[What you will do] Keep the images out and copy every entry below exactly.

-- Data under study follows --

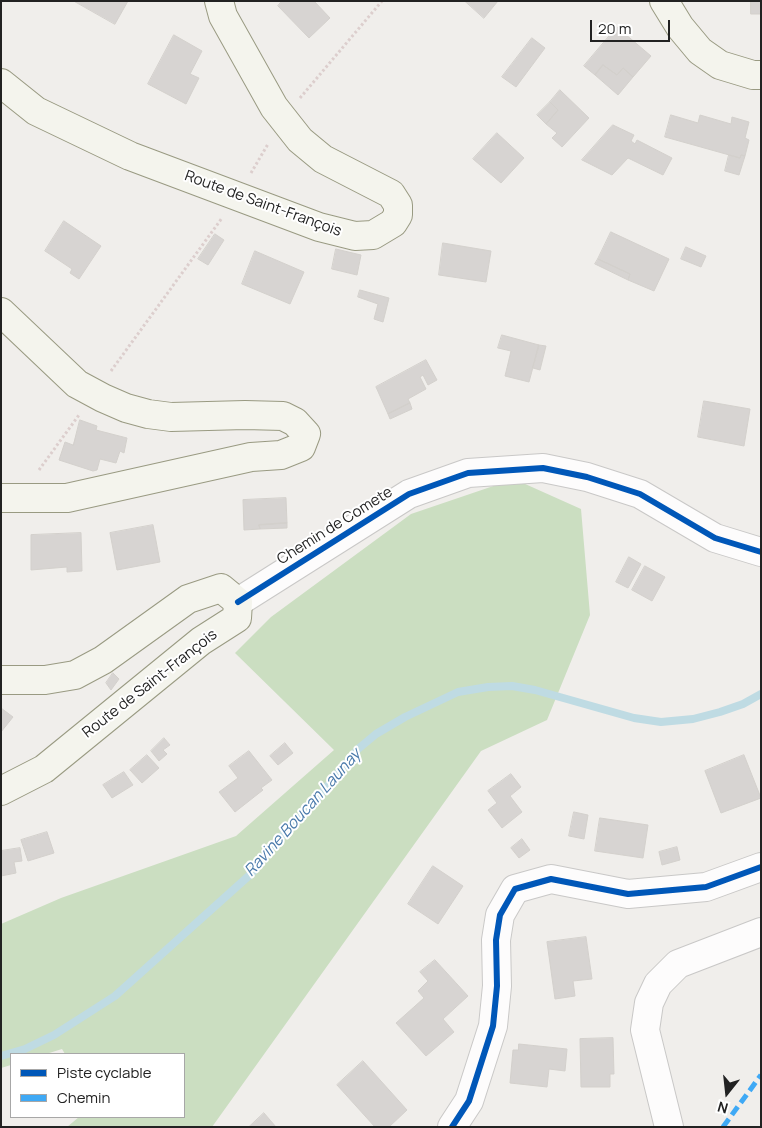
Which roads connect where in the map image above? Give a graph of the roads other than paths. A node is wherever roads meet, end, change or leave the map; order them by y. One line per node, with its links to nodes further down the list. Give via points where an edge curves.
1 (219, 1): 4 (main road, Route de Saint-François, via 223,16 274,107 300,140 323,159 391,194 398,205 398,215 393,223 372,235 355,236 319,227 130,156 36,111)
2 (664, 1): 3 (main road, via 700,51 720,65)
3 (761, 75)
4 (1, 83)
5 (1, 312): 6 (main road, via 77,384 126,408 171,417 282,416 295,422 306,434 301,447 281,455 251,457 67,498)
6 (10, 498)
7 (761, 552): 8 (street, Chemin de Comete, via 715,538 640,494 587,477 543,468 468,473 409,494)
8 (238, 602): 9 (main road, via 221,588 188,599 103,660 75,675 45,680); 10 (main road, Route de Saint-François, via 237,618 201,641 44,769)
9 (1, 680)
10 (1, 791)
11 (761, 867): 13 (street, via 706,887 628,894 551,879 514,889 500,915 496,940 497,986 493,1026 469,1101)
12 (761, 932): 14 (street, via 678,964 655,990 649,1003 645,1030)
13 (452, 1127)
14 (669, 1127)

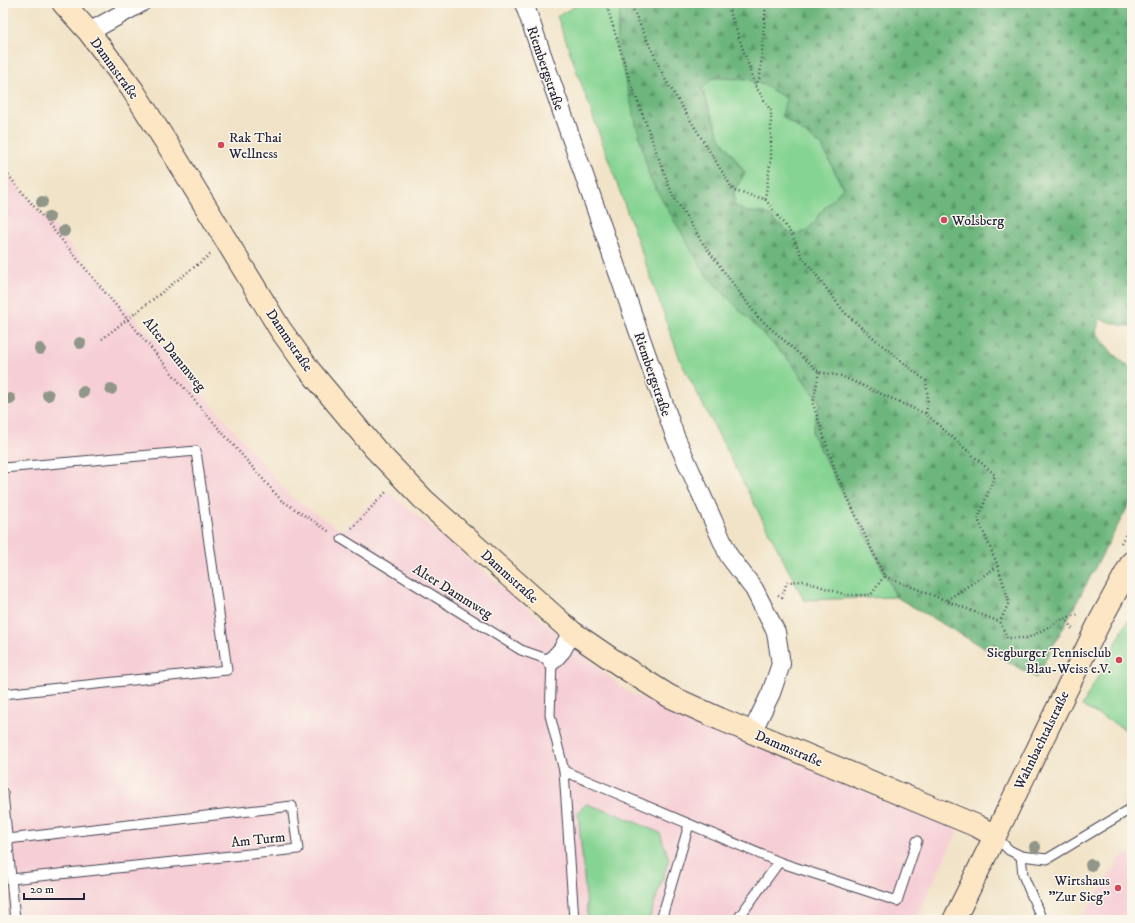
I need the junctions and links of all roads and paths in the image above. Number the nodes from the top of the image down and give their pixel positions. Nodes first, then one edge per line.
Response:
1 (63, 3) edge
2 (141, 3) edge
3 (524, 3) edge
4 (608, 3) edge
5 (630, 3) edge
6 (727, 3) edge
7 (766, 3) edge
8 (89, 32) junction
9 (756, 87) junction
10 (3, 169) edge
11 (765, 198) junction
12 (195, 267) dead end
13 (128, 319) junction
14 (102, 339) dead end
15 (818, 372) junction
16 (926, 414) junction
17 (3, 468) edge
18 (400, 476) junction
19 (342, 539) junction
20 (1132, 562) edge
21 (998, 566) junction
22 (884, 576) junction
23 (754, 590) junction
24 (946, 600) junction
25 (1083, 613) dead end
26 (1066, 618) junction
27 (1000, 622) junction
28 (572, 632) junction
29 (1074, 632) dead end
30 (552, 661) junction
31 (3, 694) edge
32 (752, 732) junction
33 (564, 771) junction
34 (3, 793) edge
35 (1132, 808) edge
36 (689, 825) junction
37 (994, 836) junction
38 (8, 839) junction
39 (917, 841) dead end
40 (1021, 856) junction
41 (779, 862) junction
42 (11, 879) junction
43 (15, 920) edge
44 (574, 920) edge
45 (661, 920) edge
46 (737, 920) edge
47 (954, 920) edge
48 (1042, 920) edge

1 - 8 street, Dammstraße
2 - 8 street
3 - 23 street, Riembergstraße
4 - 15 path
5 - 11 path
6 - 9 path
7 - 9 path
8 - 18 street, Dammstraße
9 - 11 path
10 - 13 path, Alter Dammweg
11 - 16 path
12 - 13 path
13 - 14 path
13 - 19 path, Alter Dammweg
15 - 16 path
15 - 22 path
16 - 21 path
17 - 31 lane
18 - 19 path
18 - 28 street, Dammstraße
19 - 30 lane, Alter Dammweg
20 - 37 street, Wahnbachtalstraße
21 - 24 path
21 - 27 path
22 - 23 path
22 - 24 path
23 - 32 street, Riembergstraße
24 - 27 path
25 - 26 path
26 - 27 path
26 - 29 path
28 - 30 street
28 - 32 street, Dammstraße
30 - 33 lane
32 - 37 street, Dammstraße
33 - 36 lane
33 - 44 lane
34 - 38 lane
35 - 40 lane
36 - 41 lane
36 - 45 lane
37 - 40 lane
37 - 47 street, Wahnbachtalstraße
38 - 42 lane
38 - 42 lane, Am Turm
39 - 41 lane
40 - 48 lane
41 - 46 lane
42 - 43 lane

-- Data under study concluded --

[Expected answer]
Which roads connect where in the map image above? Give a graph of the roads other than paths. A node is wherever roads meet, end, change or leave the map; order them by y. One line per node, with its links to nodes further down the list. Give via points where an edge curves.
1 (219, 1): 4 (main road, Route de Saint-François, via 223,16 274,107 300,140 323,159 391,194 398,205 398,215 393,223 372,235 355,236 319,227 130,156 36,111)
2 (664, 1): 3 (main road, via 700,51 720,65)
3 (761, 75)
4 (1, 83)
5 (1, 312): 6 (main road, via 77,384 126,408 171,417 282,416 295,422 306,434 301,447 281,455 251,457 67,498)
6 (10, 498)
7 (761, 552): 8 (street, Chemin de Comete, via 715,538 640,494 587,477 543,468 468,473 409,494)
8 (238, 602): 9 (main road, via 221,588 188,599 103,660 75,675 45,680); 10 (main road, Route de Saint-François, via 237,618 201,641 44,769)
9 (1, 680)
10 (1, 791)
11 (761, 867): 13 (street, via 706,887 628,894 551,879 514,889 500,915 496,940 497,986 493,1026 469,1101)
12 (761, 932): 14 (street, via 678,964 655,990 649,1003 645,1030)
13 (452, 1127)
14 (669, 1127)

I need the junctions and links of all roads and paths in the image above. Number the nodes from the top of the image down and give their pixel positions. Nodes first, then one edge per line.
Response:
1 (63, 3) edge
2 (141, 3) edge
3 (524, 3) edge
4 (608, 3) edge
5 (630, 3) edge
6 (727, 3) edge
7 (766, 3) edge
8 (89, 32) junction
9 (756, 87) junction
10 (3, 169) edge
11 (765, 198) junction
12 (195, 267) dead end
13 (128, 319) junction
14 (102, 339) dead end
15 (818, 372) junction
16 (926, 414) junction
17 (3, 468) edge
18 (400, 476) junction
19 (342, 539) junction
20 (1132, 562) edge
21 (998, 566) junction
22 (884, 576) junction
23 (754, 590) junction
24 (946, 600) junction
25 (1083, 613) dead end
26 (1066, 618) junction
27 (1000, 622) junction
28 (572, 632) junction
29 (1074, 632) dead end
30 (552, 661) junction
31 (3, 694) edge
32 (752, 732) junction
33 (564, 771) junction
34 (3, 793) edge
35 (1132, 808) edge
36 (689, 825) junction
37 (994, 836) junction
38 (8, 839) junction
39 (917, 841) dead end
40 (1021, 856) junction
41 (779, 862) junction
42 (11, 879) junction
43 (15, 920) edge
44 (574, 920) edge
45 (661, 920) edge
46 (737, 920) edge
47 (954, 920) edge
48 (1042, 920) edge

1 - 8 street, Dammstraße
2 - 8 street
3 - 23 street, Riembergstraße
4 - 15 path
5 - 11 path
6 - 9 path
7 - 9 path
8 - 18 street, Dammstraße
9 - 11 path
10 - 13 path, Alter Dammweg
11 - 16 path
12 - 13 path
13 - 14 path
13 - 19 path, Alter Dammweg
15 - 16 path
15 - 22 path
16 - 21 path
17 - 31 lane
18 - 19 path
18 - 28 street, Dammstraße
19 - 30 lane, Alter Dammweg
20 - 37 street, Wahnbachtalstraße
21 - 24 path
21 - 27 path
22 - 23 path
22 - 24 path
23 - 32 street, Riembergstraße
24 - 27 path
25 - 26 path
26 - 27 path
26 - 29 path
28 - 30 street
28 - 32 street, Dammstraße
30 - 33 lane
32 - 37 street, Dammstraße
33 - 36 lane
33 - 44 lane
34 - 38 lane
35 - 40 lane
36 - 41 lane
36 - 45 lane
37 - 40 lane
37 - 47 street, Wahnbachtalstraße
38 - 42 lane
38 - 42 lane, Am Turm
39 - 41 lane
40 - 48 lane
41 - 46 lane
42 - 43 lane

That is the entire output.